2006-09-23 Thread Giovanni Bajo
Armin Rigo wrote:

 This doesn't match my experience, which is that sys.path hackery is
 required in any project that is larger than one directory, but is not
 itself a library.  [...]

myapp/
   main.py
   a/
  __init__.py
  b.py
  test_b.py
   c/
  __init__.py

 This theoretical example shows main.py (the main entry point) at the
 root of the package directories - it is the only place where it can be
 if it needs to import the packages a and c.  The module a.b can import
 c, too (and this is not bad design - think about c as a package
 regrouping utilities that make sense for the whole application).  But
 then the testing script test_b.py cannot import the whole application
 any more.  Imports of a or c will fail, and even a relative import of
 b will crash when b tries to import c.  The only way I can think of
 is to insert the root directory in sys.path from within test_b.py,
 and then use absolute imports.

This also matches my experience, but I never used sys.path hackery for this
kind of things.
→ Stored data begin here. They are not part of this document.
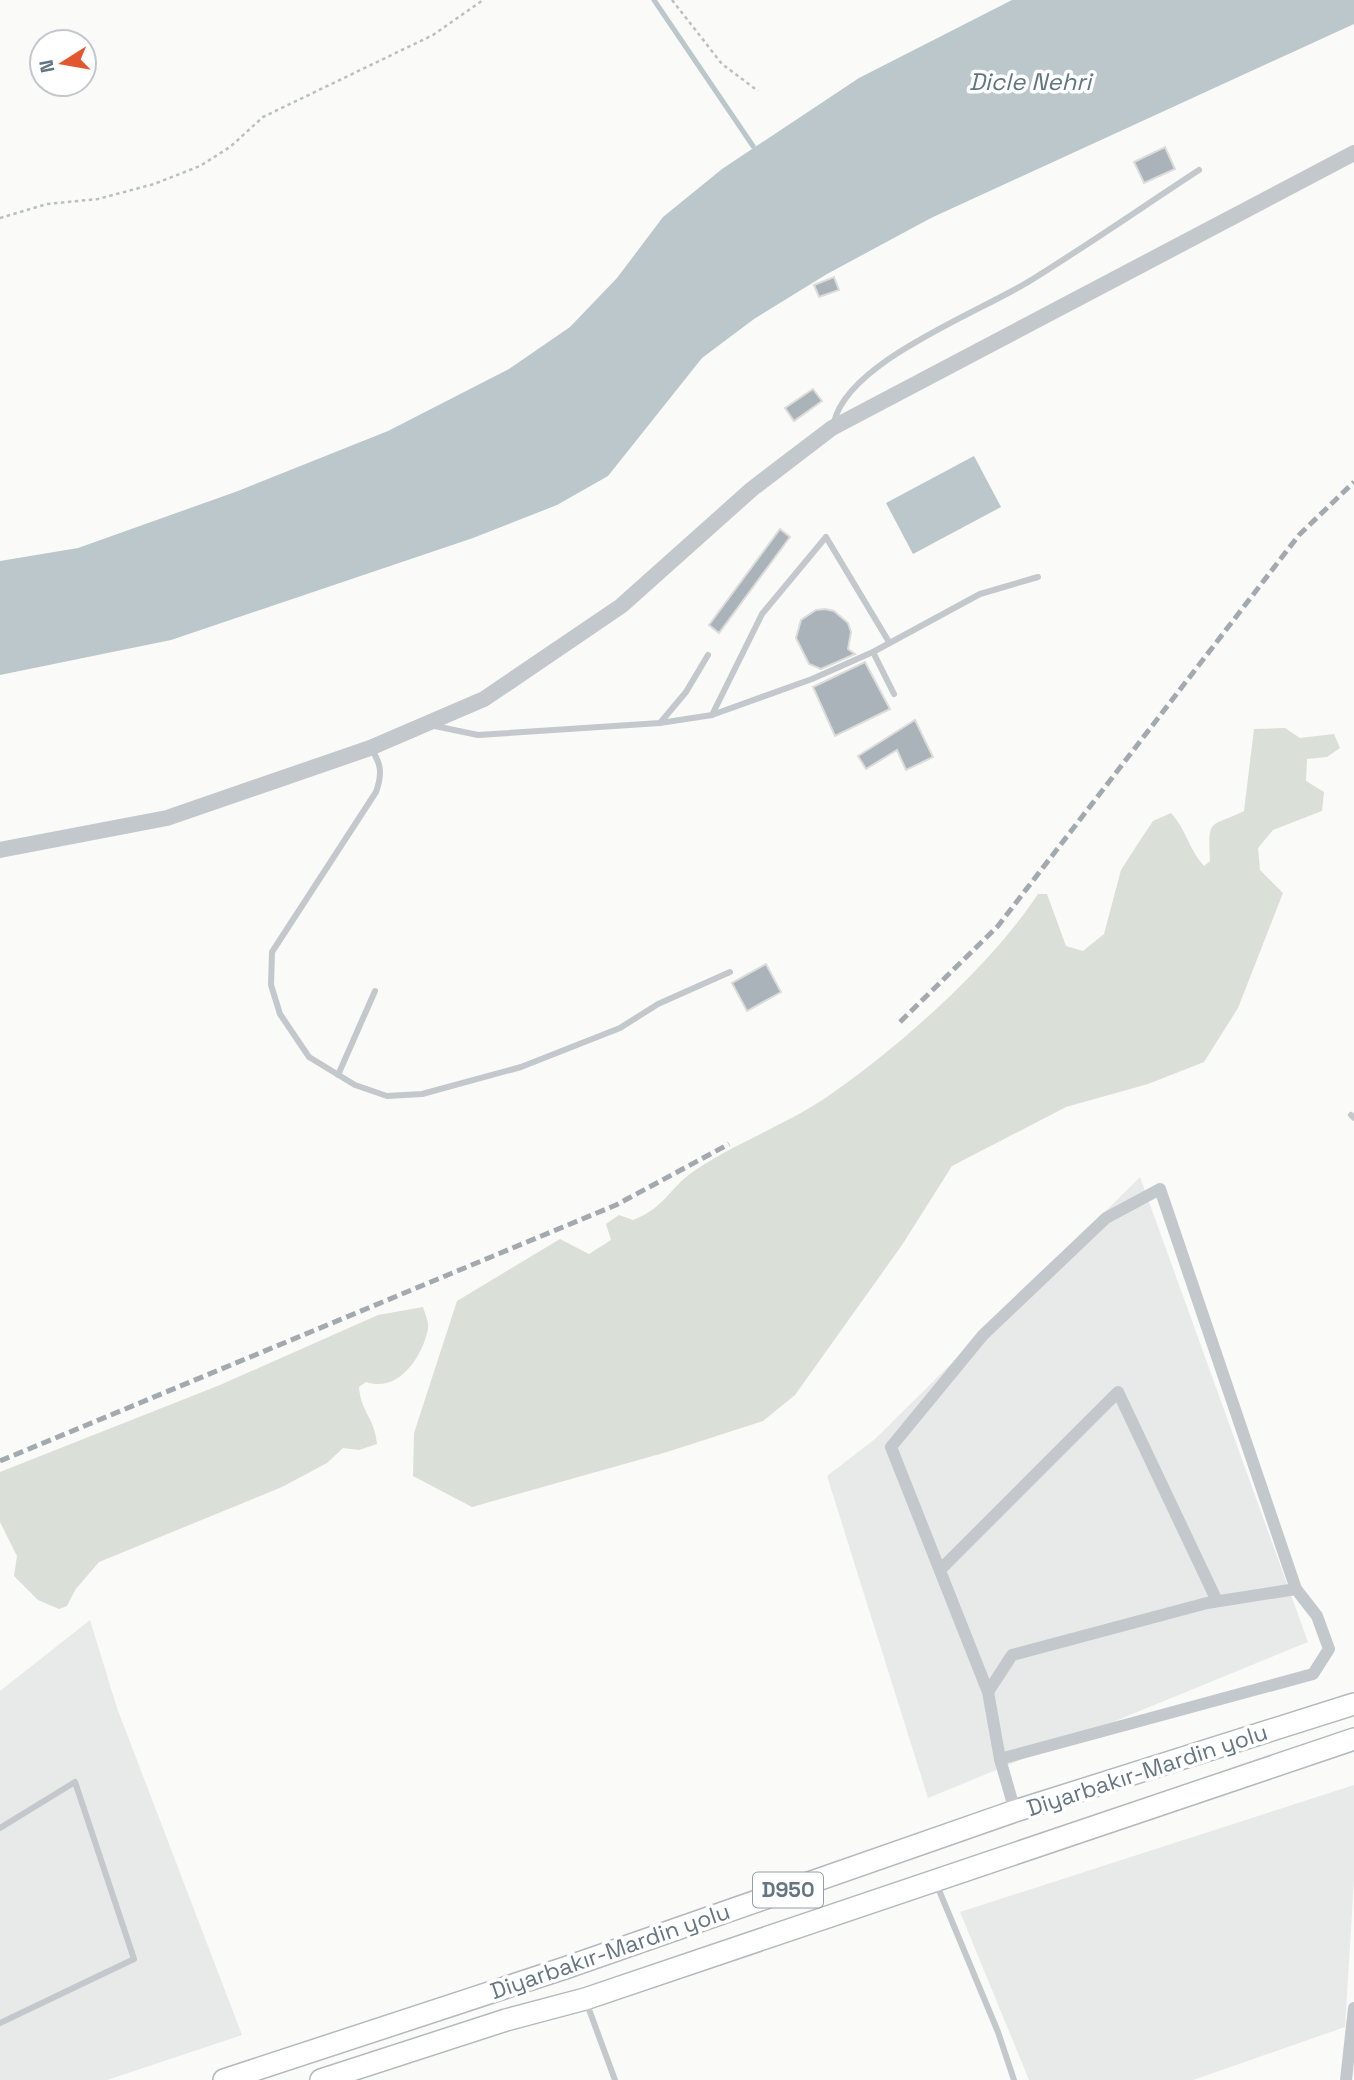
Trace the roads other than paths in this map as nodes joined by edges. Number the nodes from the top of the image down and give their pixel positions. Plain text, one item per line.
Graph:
1 (1354, 153) edge
2 (1199, 170) dead end
3 (832, 428) junction
4 (1038, 578) dead end
5 (889, 642) junction
6 (873, 652) junction
7 (708, 655) dead end
8 (894, 694) dead end
9 (712, 715) junction
10 (660, 723) junction
11 (425, 724) junction
12 (370, 748) junction
13 (0, 850) edge
14 (730, 972) dead end
15 (375, 991) dead end
16 (338, 1075) junction
17 (940, 1570) junction
18 (1296, 1589) junction
19 (1217, 1601) junction
20 (988, 1692) junction
21 (1354, 1704) edge
22 (1354, 1739) edge
23 (1000, 1759) junction
24 (1015, 1811) junction
25 (0, 1828) edge
26 (935, 1880) junction
27 (585, 1999) junction
28 (1354, 2008) edge
29 (0, 2024) edge
30 (224, 2080) edge
31 (321, 2080) edge
32 (615, 2080) edge
33 (1014, 2080) edge
34 (1346, 2080) edge

1 - 3 street
2 - 3 lane
3 - 11 street
4 - 5 lane
5 - 6 lane
5 - 9 lane
6 - 8 lane
6 - 9 lane
7 - 10 lane
9 - 10 lane
10 - 11 lane
11 - 12 street
12 - 13 street
12 - 16 lane
14 - 16 lane
15 - 16 lane
17 - 18 street
17 - 19 street
17 - 20 street
18 - 19 street
18 - 23 street
19 - 20 street
20 - 23 street
21 - 24 highway, Diyarbakır-Mardin yolu / D950
22 - 26 highway, Diyarbakır-Mardin yolu / D950
23 - 24 street
24 - 30 highway, Diyarbakır-Mardin yolu / D950
25 - 29 lane
26 - 27 highway, Diyarbakır-Mardin yolu / D950
26 - 33 lane
27 - 31 highway, Diyarbakır-Mardin yolu / D950
27 - 32 lane
28 - 34 street

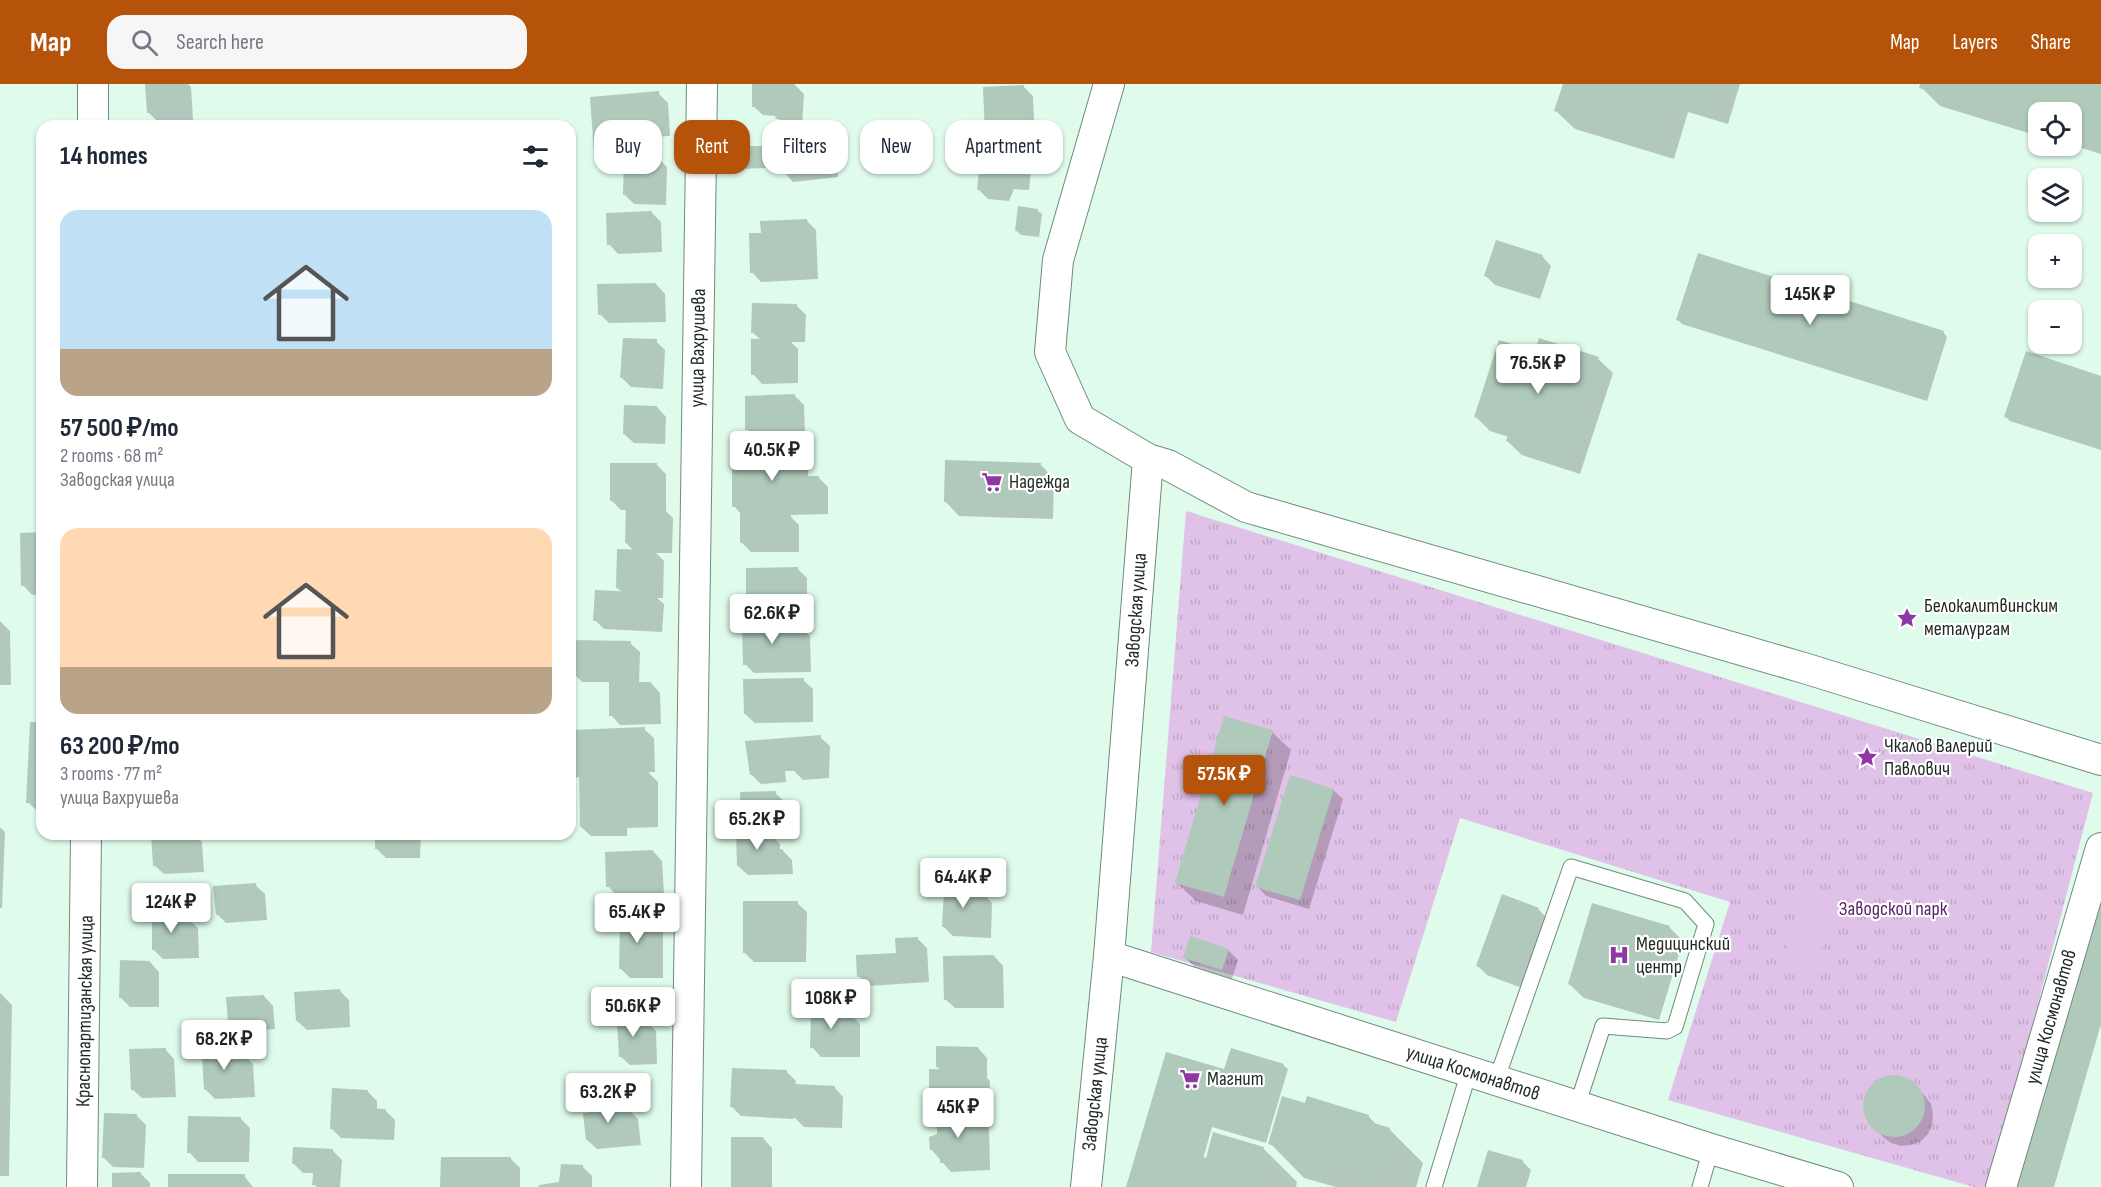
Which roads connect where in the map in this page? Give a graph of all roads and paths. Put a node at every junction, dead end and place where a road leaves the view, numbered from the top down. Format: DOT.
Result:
graph roads {
  1 [pos="93,84"];
  2 [pos="702,84"];
  3 [pos="1109,84"];
  4 [pos="93,120"];
  5 [pos="1148,459"];
  6 [pos="2101,760"];
  7 [pos="86,840"];
  8 [pos="2101,848"];
  9 [pos="1109,956"];
  10 [pos="1483,1076"];
  11 [pos="1577,1106"];
  12 [pos="1711,1149"];
  13 [pos="82,1187"];
  14 [pos="686,1187"];
  15 [pos="1086,1187"];
  16 [pos="1434,1187"];
  17 [pos="1700,1187"];
  18 [pos="1838,1187"];
  19 [pos="2001,1187"];
  1 -- 4 [label="street"];
  2 -- 14 [label="street, улица Вахрушева"];
  3 -- 5 [label="street"];
  5 -- 6 [label="street"];
  5 -- 9 [label="street, Заводская улица"];
  7 -- 13 [label="street, Краснопартизанская улица"];
  8 -- 19 [label="street, улица Космонавтов"];
  9 -- 10 [label="street, улица Космонавтов"];
  9 -- 15 [label="street, Заводская улица"];
  10 -- 11 [label="street, улица Космонавтов"];
  10 -- 11 [label="lane"];
  10 -- 16 [label="lane"];
  11 -- 12 [label="street, улица Космонавтов"];
  12 -- 17 [label="lane"];
  12 -- 18 [label="street, улица Космонавтов"];
}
I either set PYTHONPATH while I work on myapp (which I
consider not such a big trouble after all, and surely much less invasive than
adding specific Python code tweaking sys.path into all the tests), or, even
more simply, I run the test from myapp main directory (manually typing
myapp/b/test_b.py).

There is also another possibility, which is having a smarter test framework
where you can specify substrings of test names: I don't know py.test in detail,
but in my own framework I can say something like ./run_tests.py PAT, which
basically means recursively discover and run all files named test_NAME, and
where PAT is a substring of NAME).

 (For example, to support this way of organizing applications, the 'py'
 lib provides a call py.magic.autopath() that can be dropped at the
 start of test_b.py.  It hacks sys.path by guessing the real root
 according to how many levels of __init__.py there are...)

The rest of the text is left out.